Say how many lines in the material below include "Boulevard". The answer is the number alone.

(Record excerpts begins)

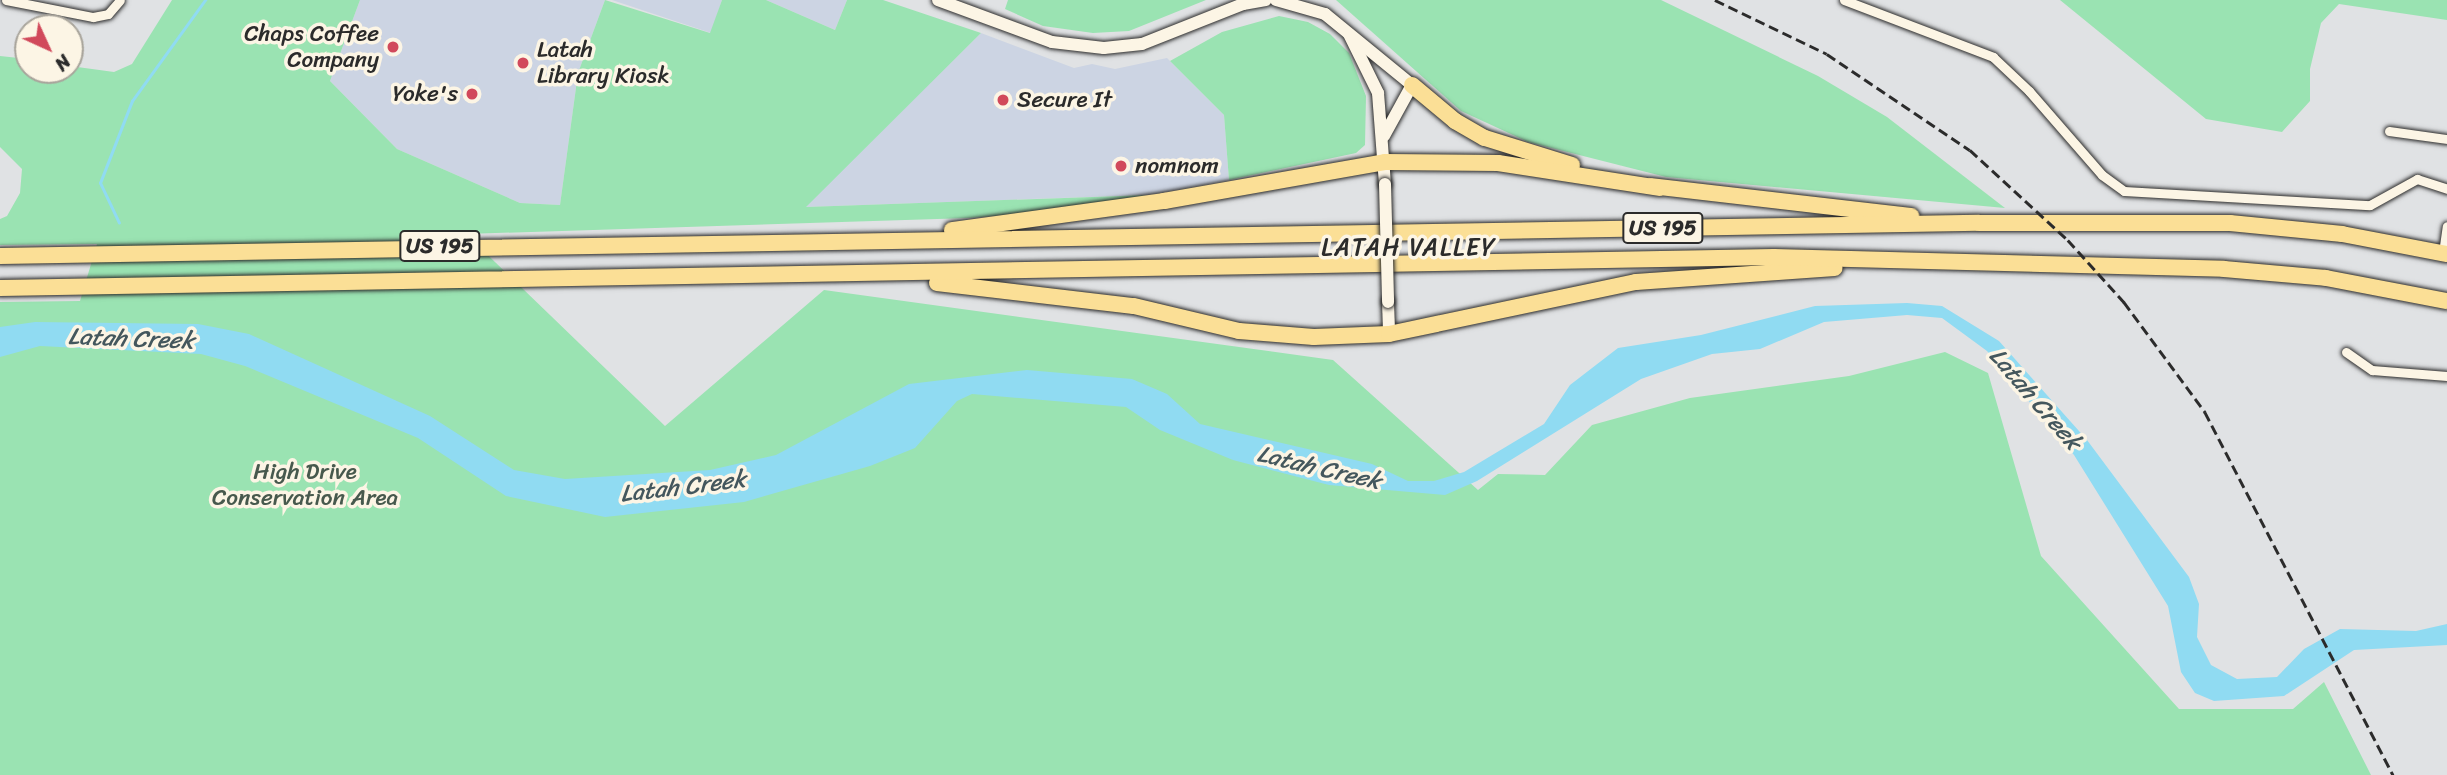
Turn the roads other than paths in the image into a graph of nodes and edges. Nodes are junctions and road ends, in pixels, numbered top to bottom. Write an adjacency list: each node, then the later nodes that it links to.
1 (6, 0): 2 (street)
2 (120, 0)
3 (937, 0): 4 (main road)
4 (1266, 0)
5 (1276, 0): 7 (main road)
6 (1844, 0): 14 (street)
7 (1347, 29): 8 (main road); 10 (main road)
8 (1412, 85): 10 (main road); 13 (highway)
9 (2389, 131): 11 (street)
10 (1384, 136): 12 (main road)
11 (2447, 139)
12 (1385, 162): 13 (highway); 17 (highway); 24 (main road, bridge)
13 (1659, 188): 15 (highway)
14 (2447, 189)
15 (1979, 223): 17 (highway, US 195); 18 (highway, US 195)
16 (2447, 226): 18 (street)
17 (881, 240): 19 (highway, US 195)
18 (2445, 254)
19 (0, 256)
20 (1975, 260): 21 (highway, US 195); 23 (highway, US 195); 24 (highway)
21 (875, 276): 22 (highway, US 195); 24 (highway)
22 (0, 288)
23 (2447, 301)
24 (1389, 334)
25 (2346, 352): 26 (street)
26 (2447, 376)

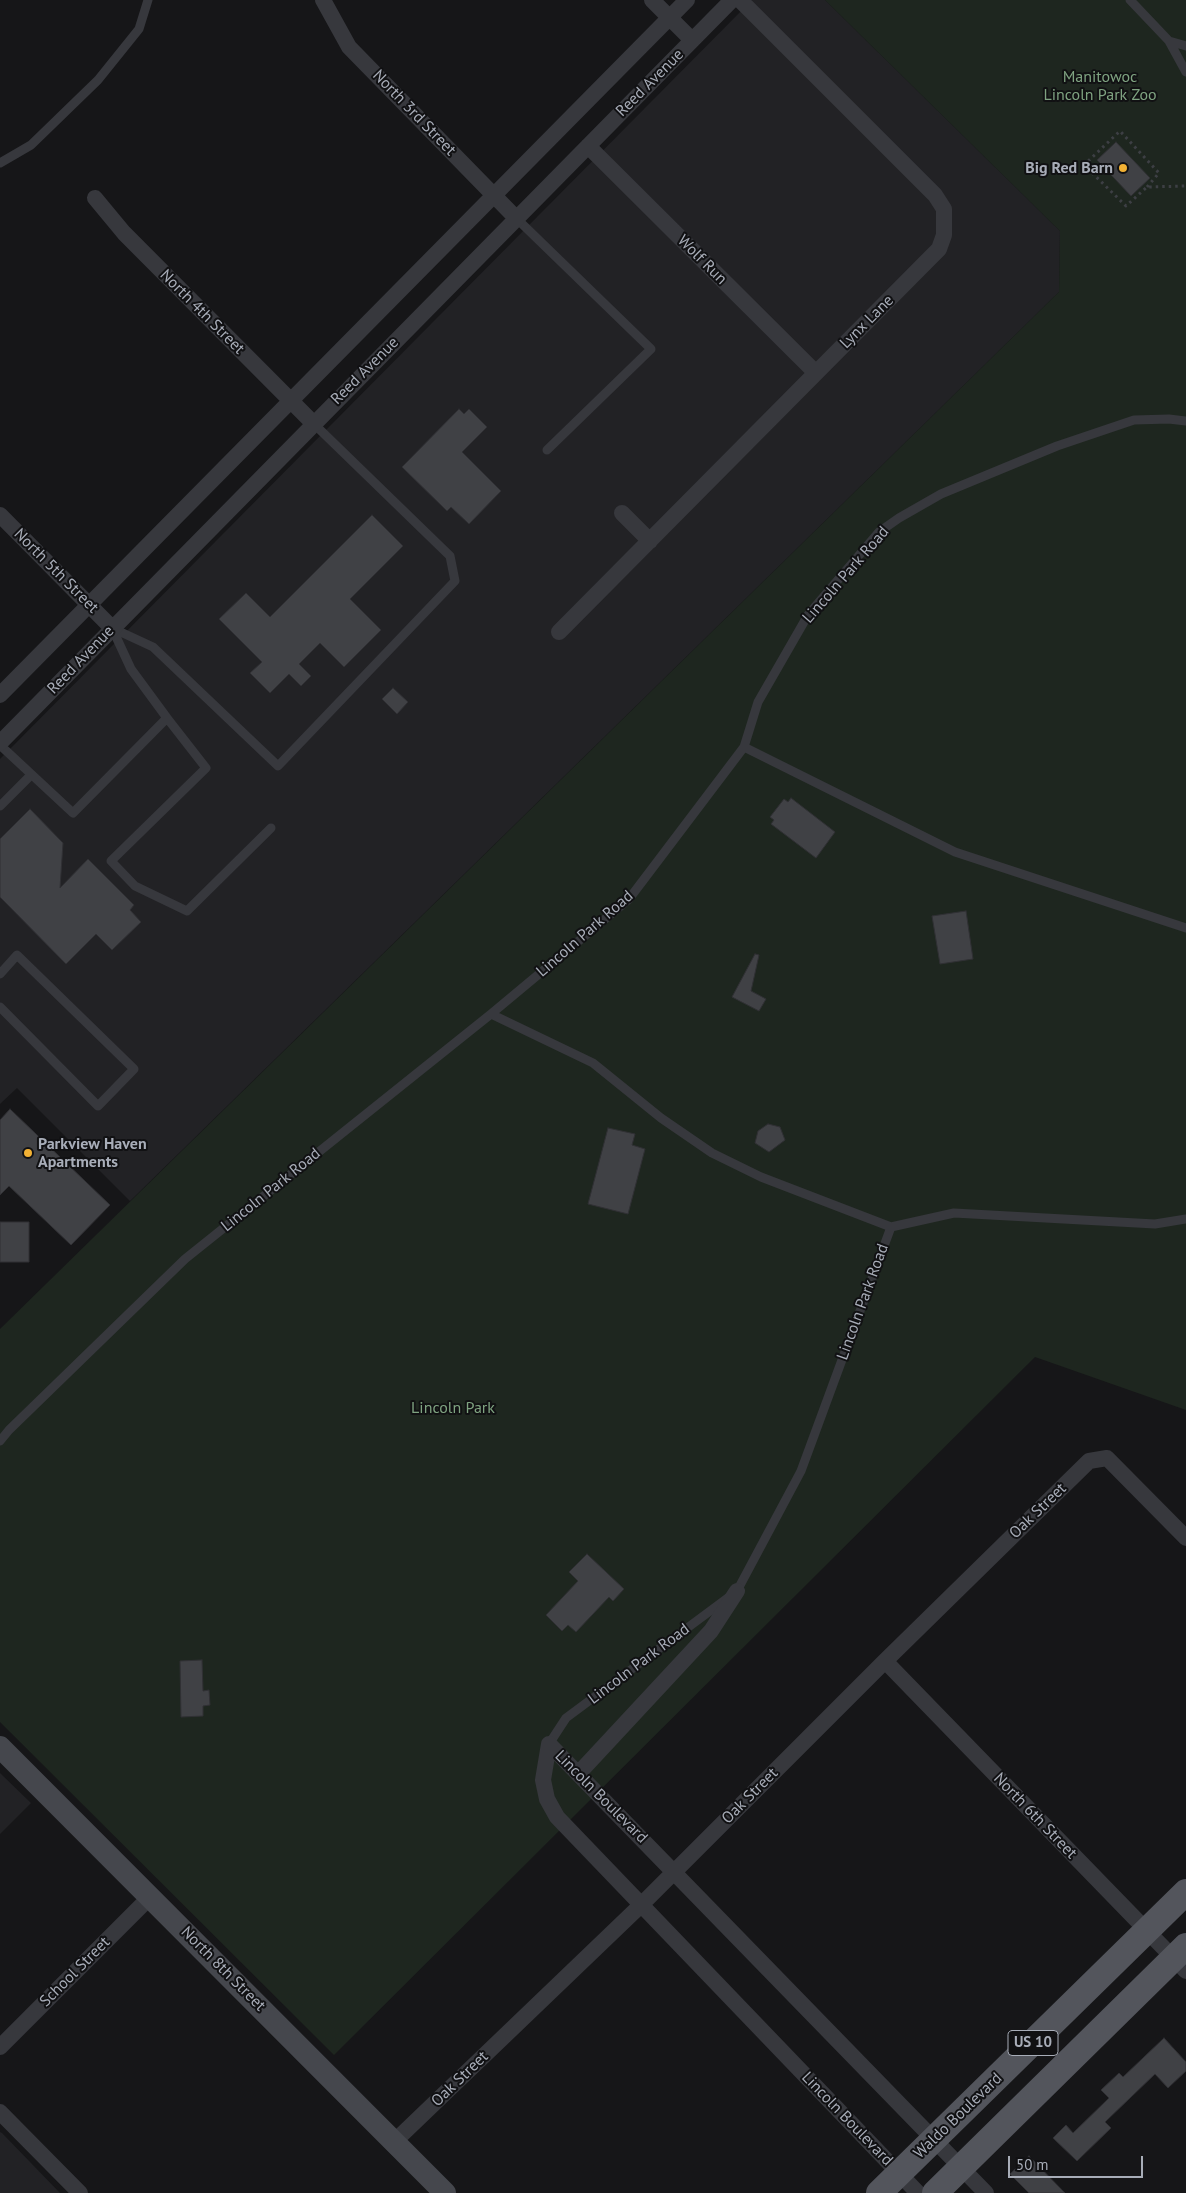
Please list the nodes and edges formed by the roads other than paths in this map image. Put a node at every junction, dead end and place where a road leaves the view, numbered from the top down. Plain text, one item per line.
1 (148, 0) edge
2 (323, 0) edge
3 (652, 0) edge
4 (687, 0) edge
5 (732, 0) edge
6 (740, 0) edge
7 (1130, 0) edge
8 (669, 18) junction
9 (692, 40) junction
10 (1169, 41) junction
11 (1186, 46) edge
12 (1186, 72) edge
13 (588, 146) junction
14 (0, 163) edge
15 (493, 195) junction
16 (95, 198) dead end
17 (516, 218) junction
18 (816, 373) junction
19 (290, 400) junction
20 (1186, 421) edge
21 (313, 424) junction
22 (547, 450) dead end
23 (622, 513) dead end
24 (0, 515) edge
25 (650, 541) junction
26 (90, 605) junction
27 (112, 628) junction
28 (559, 632) dead end
29 (0, 695) edge
30 (167, 718) junction
31 (0, 744) edge
32 (744, 747) junction
33 (31, 775) junction
34 (0, 806) edge
35 (271, 828) dead end
36 (1186, 928) edge
37 (0, 974) edge
38 (0, 1007) edge
39 (491, 1014) junction
40 (1186, 1219) edge
41 (891, 1227) junction
42 (0, 1441) edge
43 (1186, 1538) edge
44 (738, 1591) junction
45 (885, 1661) junction
46 (549, 1744) junction
47 (0, 1747) edge
48 (578, 1774) junction
49 (675, 1872) junction
50 (1186, 1892) edge
51 (150, 1897) junction
52 (641, 1906) junction
53 (1147, 1930) junction
54 (1182, 1958) edge
55 (0, 2047) edge
56 (0, 2112) edge
57 (934, 2139) junction
58 (395, 2141) junction
59 (961, 2167) junction
60 (899, 2174) junction
61 (80, 2193) edge
62 (445, 2193) edge
63 (879, 2193) edge
64 (918, 2193) edge
65 (935, 2193) edge
66 (986, 2193) edge

1 - 14 lane
2 - 15 street, North 3rd Street
3 - 8 street
4 - 8 street, Reed Avenue
5 - 9 street, Reed Avenue
6 - 18 street, Lynx Lane
7 - 10 lane
8 - 9 street
8 - 15 street, Reed Avenue
9 - 13 street, Reed Avenue
10 - 11 lane
10 - 12 lane
13 - 17 street, Reed Avenue
13 - 18 street, Wolf Run
15 - 17 street, North 3rd Street
15 - 19 street, Reed Avenue
16 - 19 street, North 4th Street
17 - 21 street, Reed Avenue
17 - 22 lane
18 - 25 street, Lynx Lane
19 - 21 street, North 4th Street
19 - 26 street, Reed Avenue
20 - 32 lane, Lincoln Park Road
21 - 27 street, Reed Avenue
21 - 27 lane
23 - 25 street
24 - 26 street, North 5th Street
25 - 28 street, Lynx Lane
26 - 27 street, North 5th Street
26 - 29 street, Reed Avenue
27 - 30 lane
27 - 31 street, Reed Avenue
30 - 33 lane
30 - 35 lane
31 - 33 lane
32 - 36 lane
32 - 39 lane, Lincoln Park Road
33 - 34 lane
37 - 38 lane
39 - 41 lane
39 - 42 lane, Lincoln Park Road
40 - 41 lane, Lincoln Park Road
41 - 44 lane, Lincoln Park Road
43 - 45 street, Oak Street
44 - 46 lane, Lincoln Park Road
44 - 48 street, Lincoln Park Road
45 - 49 street, Oak Street
45 - 53 street, North 6th Street
46 - 48 street, Lincoln Boulevard
46 - 52 street, Lincoln Boulevard
47 - 51 street, North 8th Street
48 - 49 street, Lincoln Boulevard
49 - 52 street, Oak Street
49 - 57 street, Lincoln Boulevard
50 - 53 main road, Waldo Boulevard / US 10
51 - 55 street, School Street
51 - 58 street, North 8th Street
52 - 58 street, Oak Street
52 - 60 street, Lincoln Boulevard
53 - 54 street, North 6th Street
53 - 57 main road, Waldo Boulevard / US 10
54 - 59 main road, US 10
56 - 61 street
57 - 59 street, Lincoln Boulevard
57 - 60 main road, Waldo Boulevard / US 10
58 - 62 street, North 8th Street
59 - 65 main road, US 10
59 - 66 street, Lincoln Boulevard
60 - 63 main road, Waldo Boulevard / US 10
60 - 64 street, Lincoln Boulevard

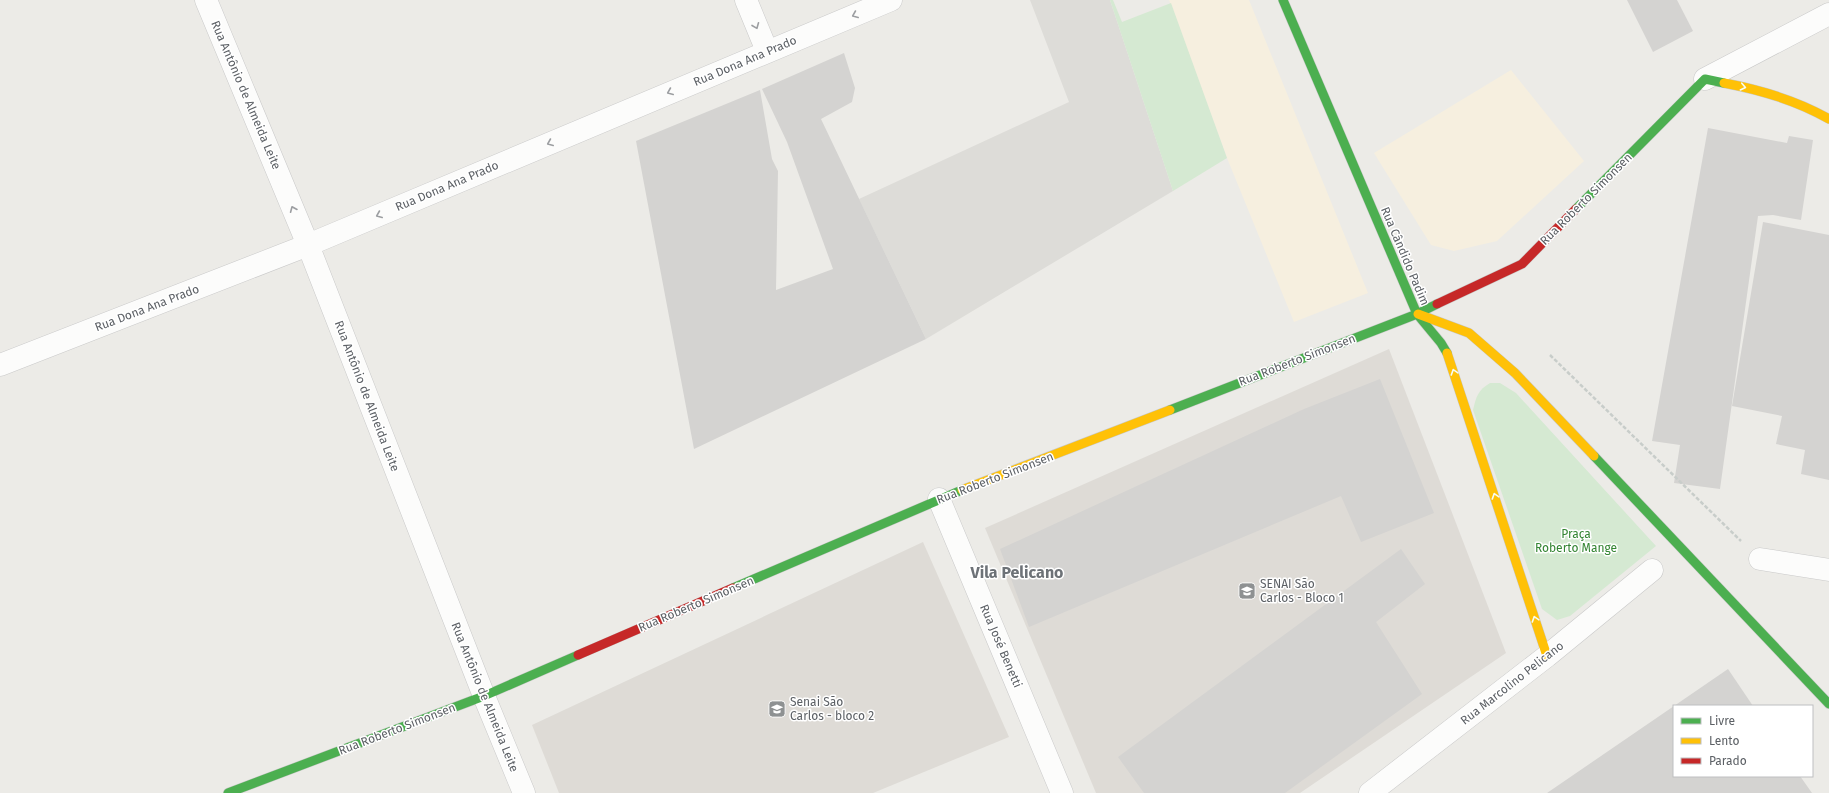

(Record excerpts ends)

- **Answer space**: 12